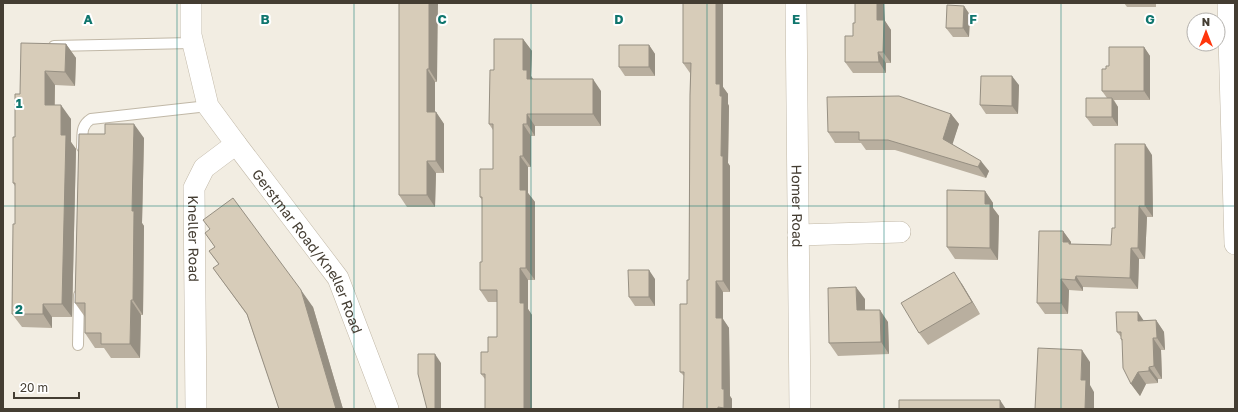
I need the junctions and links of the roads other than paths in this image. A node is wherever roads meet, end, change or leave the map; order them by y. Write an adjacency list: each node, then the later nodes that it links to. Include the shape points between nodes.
1 (191, 3): 4 (street)
2 (796, 3): 10 (street, Homer Road)
3 (1228, 3): 11 (street)
4 (192, 43): 5 (lane); 6 (street)
5 (48, 46)
6 (208, 106): 7 (street); 8 (lane, via 91,119 85,122 83,127)
7 (236, 144): 14 (street, Kneller Road, via 204,168 194,188); 15 (street, Gerstmar Road/Kneller Road, via 338,278)
8 (82, 158)
9 (900, 232): 10 (street)
10 (798, 235): 16 (street, Homer Road)
11 (1235, 244)
12 (79, 283): 13 (lane)
13 (78, 345)
14 (196, 409)
15 (388, 409)
16 (800, 409)

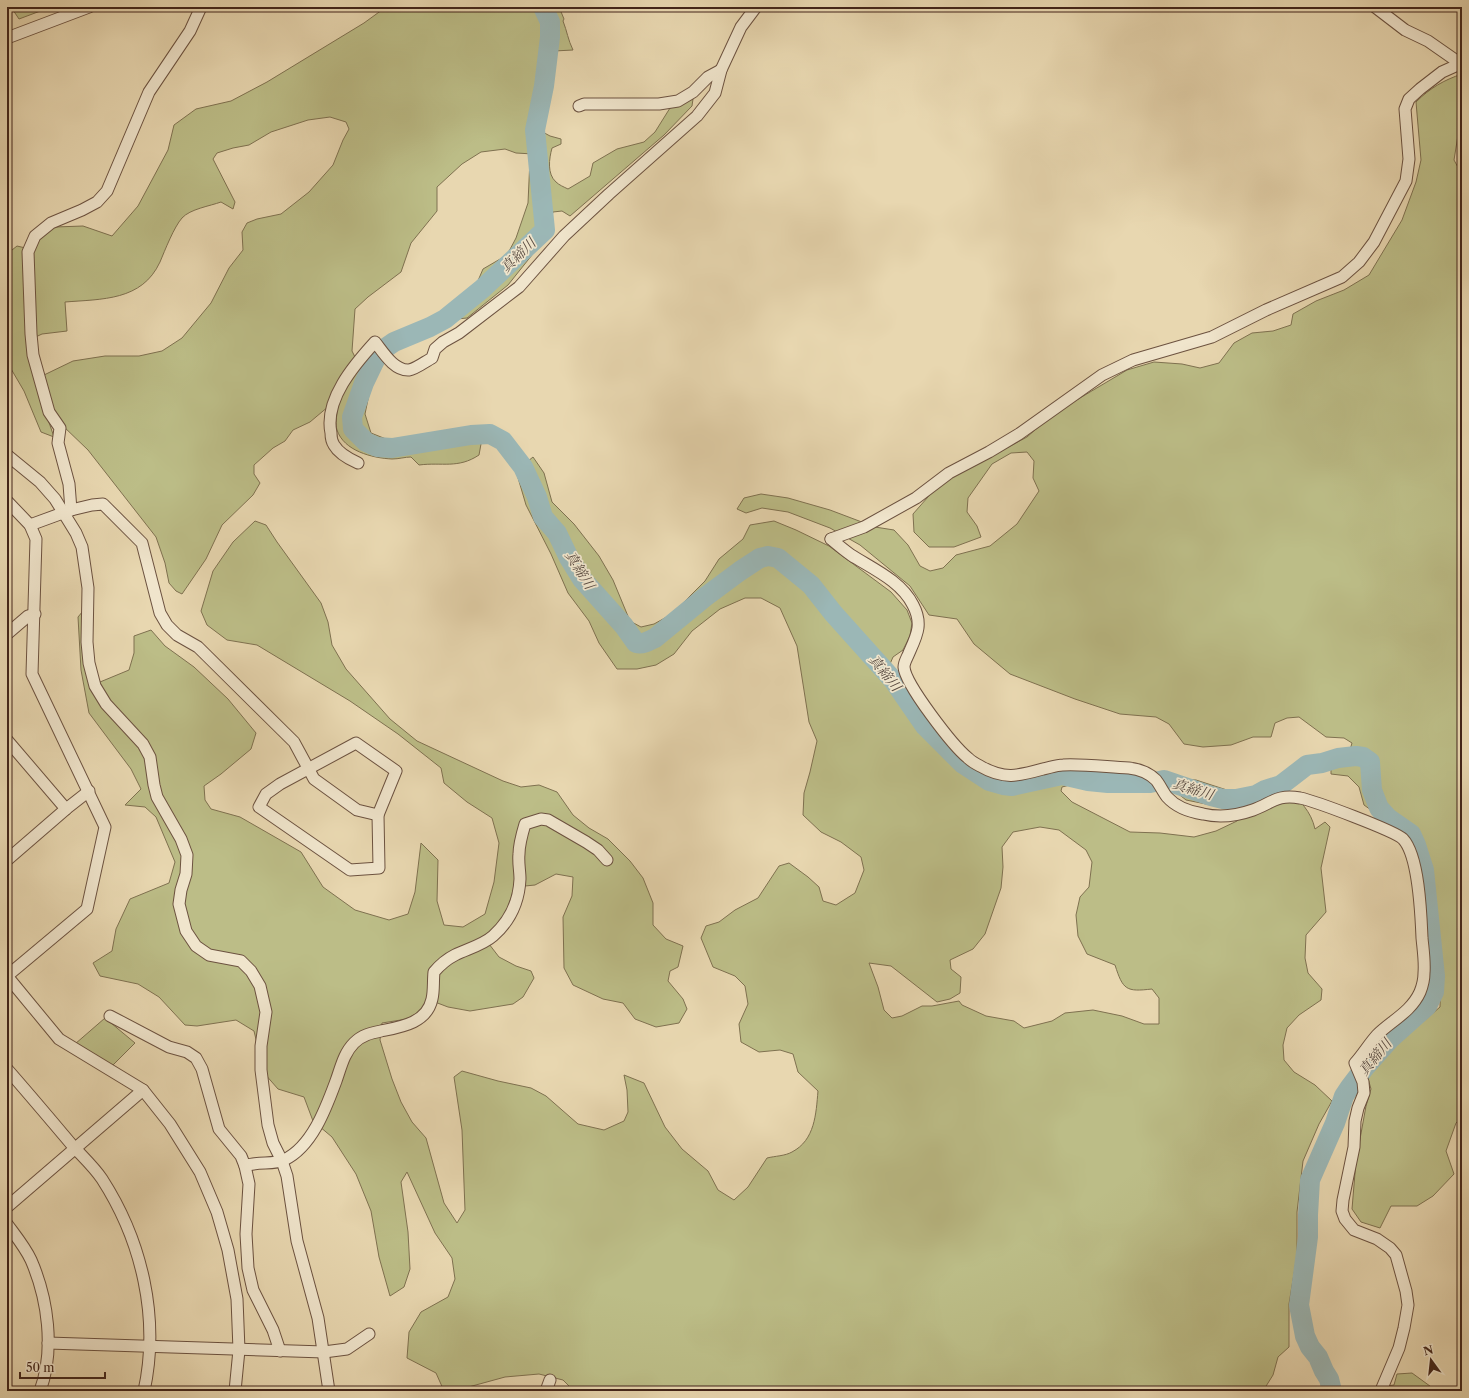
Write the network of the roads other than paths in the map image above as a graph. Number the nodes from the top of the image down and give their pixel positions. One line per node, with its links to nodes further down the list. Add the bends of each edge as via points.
1 (88, 7): 5 (street)
2 (201, 7): 12 (street, via 190,31 149,92 107,191 97,202 51,223 35,236 28,252 33,355 49,412 60,428 58,443 69,484)
3 (756, 7): 7 (street, via 741,27)
4 (1375, 7): 6 (street, via 1405,30 1428,41)
5 (7, 38)
6 (1461, 64): 44 (street, via 1442,72 1409,99 1405,109 1409,159 1406,181 1374,242 1359,262 1342,277 1212,337 1133,360 1102,375 1019,434 949,473 916,498 864,526 831,539 904,591 914,606 919,623 905,661 904,668 910,683 957,747 969,759 992,772 1018,776 1061,765 1132,768 1146,772 1167,797 1179,806 1203,814 1228,817 1254,810 1272,800 1284,797 1300,798 1403,838 1410,849 1418,880 1424,974 1416,1000 1378,1035 1355,1063 1363,1082 1364,1093 1355,1121 1354,1147 1342,1211 1354,1230 1377,1239 1396,1255 1406,1291 1408,1305 1404,1328)
7 (721, 70): 8 (street, via 678,101 659,104); 10 (street, via 715,93 697,116 564,236 519,287 435,349 432,358 410,370 399,368 375,342 356,363 333,403 328,423 333,445 343,456)
8 (579, 106)
9 (7, 455): 12 (street, via 40,482)
10 (358, 463)
11 (9, 508): 13 (street)
12 (67, 512): 13 (street); 17 (street, via 103,504 142,543 160,614 167,625 177,635 198,647 280,727 294,742); 28 (street, via 85,560 88,588 88,656 95,686 106,704 143,744 150,757 157,797 181,839 187,855 186,874 179,904 186,931 196,946 209,955 241,961 252,972 260,986 266,1012 261,1046 261,1070 268,1125)
13 (30, 525): 14 (street, via 36,539)
14 (35, 614): 15 (street, via 28,616); 18 (street, via 32,674)
15 (7, 634)
16 (8, 743): 19 (street)
17 (309, 770): 20 (street, via 314,779 356,810); 20 (street, via 356,744 396,771); 20 (street, via 266,794 259,807 350,870 379,868)
18 (89, 791): 19 (street); 23 (street, via 105,827 87,909)
19 (66, 809): 21 (street)
20 (378, 815)
21 (7, 860)
22 (606, 860): 28 (street, via 598,850 548,820 540,819 525,824 518,856 518,895 512,912 493,936 454,955 434,972 432,1000 421,1018 402,1026 367,1034 355,1042 345,1054 331,1096 307,1142 294,1155)
23 (7, 976): 26 (street, via 59,1039)
24 (110, 1016): 29 (street, via 170,1048 187,1052 196,1058 202,1069 219,1130 241,1156)
25 (7, 1069): 27 (street)
26 (143, 1090): 27 (street); 35 (street, via 170,1124 200,1172 217,1212 228,1250 237,1299)
27 (75, 1148): 30 (street); 34 (street, via 101,1178 122,1214 137,1253 148,1299)
28 (282, 1161): 29 (street); 37 (street, via 287,1176 297,1241 318,1318)
29 (245, 1166): 36 (street, via 249,1184 246,1234 248,1268 253,1290)
30 (7, 1207)
31 (7, 1224): 33 (street, via 30,1259 38,1282 44,1302)
32 (369, 1334): 37 (street, via 347,1349)
33 (48, 1342): 34 (street); 39 (street, via 46,1369)
34 (149, 1346): 35 (street); 40 (street)
35 (240, 1350): 36 (street); 41 (street)
36 (280, 1351): 37 (street)
37 (324, 1352): 42 (street)
38 (550, 1380): 43 (street)
39 (40, 1391)
40 (144, 1391)
41 (235, 1391)
42 (329, 1391)
43 (546, 1391)
44 (1383, 1391)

--------------------

**TASK PROMPT:** The answer is the full listing above, reproduced character for character, minus its images.

**RESULT OF THIS TASK:**
I need the junctions and links of the roads other than paths in this image. A node is wherever roads meet, end, change or leave the map; order them by y. Write an adjacency list: each node, then the later nodes that it links to. Include the shape points between nodes.
1 (191, 3): 4 (street)
2 (796, 3): 10 (street, Homer Road)
3 (1228, 3): 11 (street)
4 (192, 43): 5 (lane); 6 (street)
5 (48, 46)
6 (208, 106): 7 (street); 8 (lane, via 91,119 85,122 83,127)
7 (236, 144): 14 (street, Kneller Road, via 204,168 194,188); 15 (street, Gerstmar Road/Kneller Road, via 338,278)
8 (82, 158)
9 (900, 232): 10 (street)
10 (798, 235): 16 (street, Homer Road)
11 (1235, 244)
12 (79, 283): 13 (lane)
13 (78, 345)
14 (196, 409)
15 (388, 409)
16 (800, 409)

Write the network of the roads other than paths in the map image above as a graph. Number the nodes from the top of the image down and give their pixel positions. One line per node, with its links to nodes further down the list. Add the bends of each edge as via points.
1 (88, 7): 5 (street)
2 (201, 7): 12 (street, via 190,31 149,92 107,191 97,202 51,223 35,236 28,252 33,355 49,412 60,428 58,443 69,484)
3 (756, 7): 7 (street, via 741,27)
4 (1375, 7): 6 (street, via 1405,30 1428,41)
5 (7, 38)
6 (1461, 64): 44 (street, via 1442,72 1409,99 1405,109 1409,159 1406,181 1374,242 1359,262 1342,277 1212,337 1133,360 1102,375 1019,434 949,473 916,498 864,526 831,539 904,591 914,606 919,623 905,661 904,668 910,683 957,747 969,759 992,772 1018,776 1061,765 1132,768 1146,772 1167,797 1179,806 1203,814 1228,817 1254,810 1272,800 1284,797 1300,798 1403,838 1410,849 1418,880 1424,974 1416,1000 1378,1035 1355,1063 1363,1082 1364,1093 1355,1121 1354,1147 1342,1211 1354,1230 1377,1239 1396,1255 1406,1291 1408,1305 1404,1328)
7 (721, 70): 8 (street, via 678,101 659,104); 10 (street, via 715,93 697,116 564,236 519,287 435,349 432,358 410,370 399,368 375,342 356,363 333,403 328,423 333,445 343,456)
8 (579, 106)
9 (7, 455): 12 (street, via 40,482)
10 (358, 463)
11 (9, 508): 13 (street)
12 (67, 512): 13 (street); 17 (street, via 103,504 142,543 160,614 167,625 177,635 198,647 280,727 294,742); 28 (street, via 85,560 88,588 88,656 95,686 106,704 143,744 150,757 157,797 181,839 187,855 186,874 179,904 186,931 196,946 209,955 241,961 252,972 260,986 266,1012 261,1046 261,1070 268,1125)
13 (30, 525): 14 (street, via 36,539)
14 (35, 614): 15 (street, via 28,616); 18 (street, via 32,674)
15 (7, 634)
16 (8, 743): 19 (street)
17 (309, 770): 20 (street, via 314,779 356,810); 20 (street, via 356,744 396,771); 20 (street, via 266,794 259,807 350,870 379,868)
18 (89, 791): 19 (street); 23 (street, via 105,827 87,909)
19 (66, 809): 21 (street)
20 (378, 815)
21 (7, 860)
22 (606, 860): 28 (street, via 598,850 548,820 540,819 525,824 518,856 518,895 512,912 493,936 454,955 434,972 432,1000 421,1018 402,1026 367,1034 355,1042 345,1054 331,1096 307,1142 294,1155)
23 (7, 976): 26 (street, via 59,1039)
24 (110, 1016): 29 (street, via 170,1048 187,1052 196,1058 202,1069 219,1130 241,1156)
25 (7, 1069): 27 (street)
26 (143, 1090): 27 (street); 35 (street, via 170,1124 200,1172 217,1212 228,1250 237,1299)
27 (75, 1148): 30 (street); 34 (street, via 101,1178 122,1214 137,1253 148,1299)
28 (282, 1161): 29 (street); 37 (street, via 287,1176 297,1241 318,1318)
29 (245, 1166): 36 (street, via 249,1184 246,1234 248,1268 253,1290)
30 (7, 1207)
31 (7, 1224): 33 (street, via 30,1259 38,1282 44,1302)
32 (369, 1334): 37 (street, via 347,1349)
33 (48, 1342): 34 (street); 39 (street, via 46,1369)
34 (149, 1346): 35 (street); 40 (street)
35 (240, 1350): 36 (street); 41 (street)
36 (280, 1351): 37 (street)
37 (324, 1352): 42 (street)
38 (550, 1380): 43 (street)
39 (40, 1391)
40 (144, 1391)
41 (235, 1391)
42 (329, 1391)
43 (546, 1391)
44 (1383, 1391)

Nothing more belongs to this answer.